3. Train (already done — you can skip if you have a checkpoint)

# CNN-only (the production config — OSCAR-as-feature regressed, see notes).
python -m src.training.train --cnn-only \
  --epochs 25 --batch-size 16 \
  --head-dropout 0.5 --weight-decay 0.01 --early-stopping-patience 6 \
  --ckpt-dir checkpoints/cnn_only_v2

# Per-class threshold tuning on the val split (+4 macro-F1 points).
python -m src.training.tune_thresholds --ckpt checkpoints/cnn_only_v2/best.pt

# Lock in numbers on the held-out test split.
python -m src.training.eval_test \
  --ckpt checkpoints/cnn_only_v2/best.pt \
  --thresholds checkpoints/cnn_only_v2/thresholds.json \
  --report checkpoints/cnn_only_v2/test_report.json

Test-set macro-F1 with tuned thresholds: 0.60 (Marine Debris alone: F1=0.85).

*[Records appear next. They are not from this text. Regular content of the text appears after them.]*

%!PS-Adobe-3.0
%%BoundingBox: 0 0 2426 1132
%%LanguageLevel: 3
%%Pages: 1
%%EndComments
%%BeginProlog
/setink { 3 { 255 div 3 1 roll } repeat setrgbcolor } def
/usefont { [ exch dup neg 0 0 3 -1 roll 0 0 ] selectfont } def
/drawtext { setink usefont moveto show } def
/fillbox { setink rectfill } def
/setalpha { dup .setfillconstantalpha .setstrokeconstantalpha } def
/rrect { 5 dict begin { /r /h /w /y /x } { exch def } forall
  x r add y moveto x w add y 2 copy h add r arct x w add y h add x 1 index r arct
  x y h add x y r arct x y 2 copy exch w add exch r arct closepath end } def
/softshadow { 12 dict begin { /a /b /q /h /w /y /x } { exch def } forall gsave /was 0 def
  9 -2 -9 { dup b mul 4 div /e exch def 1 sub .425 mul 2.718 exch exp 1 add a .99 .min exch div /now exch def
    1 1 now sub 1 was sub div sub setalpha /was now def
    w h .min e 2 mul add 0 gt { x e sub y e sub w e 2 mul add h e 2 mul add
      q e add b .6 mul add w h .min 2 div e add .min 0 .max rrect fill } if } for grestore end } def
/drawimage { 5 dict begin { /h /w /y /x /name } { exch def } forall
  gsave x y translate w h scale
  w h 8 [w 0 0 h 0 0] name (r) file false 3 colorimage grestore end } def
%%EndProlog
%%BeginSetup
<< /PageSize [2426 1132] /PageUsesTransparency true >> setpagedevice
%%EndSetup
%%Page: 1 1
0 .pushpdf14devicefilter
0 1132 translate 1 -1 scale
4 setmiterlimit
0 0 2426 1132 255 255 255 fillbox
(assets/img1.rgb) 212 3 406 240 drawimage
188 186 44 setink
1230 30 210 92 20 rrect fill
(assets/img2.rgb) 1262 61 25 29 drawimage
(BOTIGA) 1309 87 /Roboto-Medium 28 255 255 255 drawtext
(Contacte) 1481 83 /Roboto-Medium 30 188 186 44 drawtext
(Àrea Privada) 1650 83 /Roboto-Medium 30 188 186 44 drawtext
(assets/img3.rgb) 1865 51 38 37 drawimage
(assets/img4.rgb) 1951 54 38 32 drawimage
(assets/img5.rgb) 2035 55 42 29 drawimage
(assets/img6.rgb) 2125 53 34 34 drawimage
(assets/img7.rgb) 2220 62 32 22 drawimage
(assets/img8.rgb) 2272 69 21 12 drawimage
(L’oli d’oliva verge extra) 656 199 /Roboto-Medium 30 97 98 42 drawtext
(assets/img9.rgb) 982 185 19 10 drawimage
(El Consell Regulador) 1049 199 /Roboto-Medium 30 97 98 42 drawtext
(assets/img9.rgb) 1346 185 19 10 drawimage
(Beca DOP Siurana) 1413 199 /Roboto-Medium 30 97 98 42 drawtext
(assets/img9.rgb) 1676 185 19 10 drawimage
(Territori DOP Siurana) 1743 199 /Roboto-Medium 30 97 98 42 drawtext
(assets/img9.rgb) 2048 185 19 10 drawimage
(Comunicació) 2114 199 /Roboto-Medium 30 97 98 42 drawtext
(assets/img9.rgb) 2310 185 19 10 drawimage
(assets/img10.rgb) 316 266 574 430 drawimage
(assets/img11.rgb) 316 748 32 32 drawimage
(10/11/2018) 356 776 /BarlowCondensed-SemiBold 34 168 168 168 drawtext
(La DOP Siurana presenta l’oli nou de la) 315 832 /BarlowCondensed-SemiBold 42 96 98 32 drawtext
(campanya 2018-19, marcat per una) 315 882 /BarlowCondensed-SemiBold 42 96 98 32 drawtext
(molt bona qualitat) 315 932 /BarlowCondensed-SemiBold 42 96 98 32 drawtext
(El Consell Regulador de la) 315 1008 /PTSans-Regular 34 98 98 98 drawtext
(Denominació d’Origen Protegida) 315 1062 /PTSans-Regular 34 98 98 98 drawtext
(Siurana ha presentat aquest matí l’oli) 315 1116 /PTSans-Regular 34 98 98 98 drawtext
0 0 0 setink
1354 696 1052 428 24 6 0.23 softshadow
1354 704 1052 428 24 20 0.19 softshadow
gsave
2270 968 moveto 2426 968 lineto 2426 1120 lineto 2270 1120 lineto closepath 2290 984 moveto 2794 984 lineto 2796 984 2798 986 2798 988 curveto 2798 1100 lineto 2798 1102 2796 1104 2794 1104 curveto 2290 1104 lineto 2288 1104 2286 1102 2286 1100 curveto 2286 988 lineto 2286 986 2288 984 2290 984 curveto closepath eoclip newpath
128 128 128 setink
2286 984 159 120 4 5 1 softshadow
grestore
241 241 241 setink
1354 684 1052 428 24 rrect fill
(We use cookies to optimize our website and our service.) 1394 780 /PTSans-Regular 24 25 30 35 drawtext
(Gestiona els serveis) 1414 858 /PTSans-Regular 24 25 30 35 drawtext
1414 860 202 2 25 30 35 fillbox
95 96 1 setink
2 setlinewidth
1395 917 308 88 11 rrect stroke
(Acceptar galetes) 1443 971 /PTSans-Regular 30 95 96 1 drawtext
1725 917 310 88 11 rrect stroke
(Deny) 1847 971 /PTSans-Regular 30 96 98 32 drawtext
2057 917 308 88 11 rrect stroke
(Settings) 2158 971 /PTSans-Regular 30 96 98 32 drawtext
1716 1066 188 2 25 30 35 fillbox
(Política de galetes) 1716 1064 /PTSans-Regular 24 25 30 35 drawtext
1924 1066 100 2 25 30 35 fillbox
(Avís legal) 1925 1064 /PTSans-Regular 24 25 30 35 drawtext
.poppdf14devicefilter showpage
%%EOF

4. Build the scene cache (one-time, ~5–15 min on CPU)

python -m src.pipeline.build_scenes \
  --ckpt checkpoints/cnn_only_v2/best.pt \
  --thresholds checkpoints/cnn_only_v2/thresholds.json \
  --out web/scenes

This runs the detector on every MARIDA scene that falls inside the OSCAR window and writes a web-friendly cache:

web/scenes/
  index.json                           # manifest (centroid, date, count per scene)
  <scene_id>/
    predictions.json                   # raw detector output
    detections.geojson                 # map-ready polygons (WGS84)
    meta.json                          # summary stats

5. Boot the API + frontend

uvicorn src.api.server:app --host 0.0.0.0 --port 8000

Open http://localhost:8000 → 3D globe loads with red markers at every scene hotspot. Click a marker, tweak the forecast params, hit Run Forecast. First run takes 20–60 s (OpenDrift); second run of the same params is instant (cache hit).


Architecture snapshot

┌──────────────────────────┐        ┌──────────────────────────┐
│  STAGE 1: DETECTION       │        │  STAGE 2: FORECAST        │
│  "What's in this image?"  │  ───►  │  "Where will it drift?"   │
│                           │        │                           │
│  ResNet-18 CNN            │        │  OpenDrift OceanDrift     │
│  (MARIDA-trained, 15 cls) │        │  (Lagrangian physics      │
│                           │        │   on OSCAR u/v fields)    │
└──────────────────────────┘        └──────────────────────────┘
         ▲                                       ▲
  Sentinel-2 11-band tiles               NOAA OSCAR daily NetCDFs
  (via src.inference.predict)            (via src.forecast.oscar_concat)
                  │                                   │
                  └──── predictions.json ─────┐       │
                                              ▼       ▼
                            ┌──────────────────────────────┐
                            │  src.forecast.seed           │
                            │  filter + reproject + dates  │
                            └──────────────────────────────┘
                                          │
                                          ▼
                            ┌──────────────────────────────┐
                            │  src.forecast.drift          │
                            │  Monte Carlo particle sim    │
                            └──────────────────────────────┘
                                          │
                                          ▼
                   paths.geojson · final.geojson · trajectory.nc

Two things to internalize:

  • Detection is pure ML, forecasting is pure physics. They communicate through one JSON file.
  • OSCAR is only used by the forecaster. The CNN doesn't read currents (the original LSTM branch regressed during training, so --cnn-only is the production config).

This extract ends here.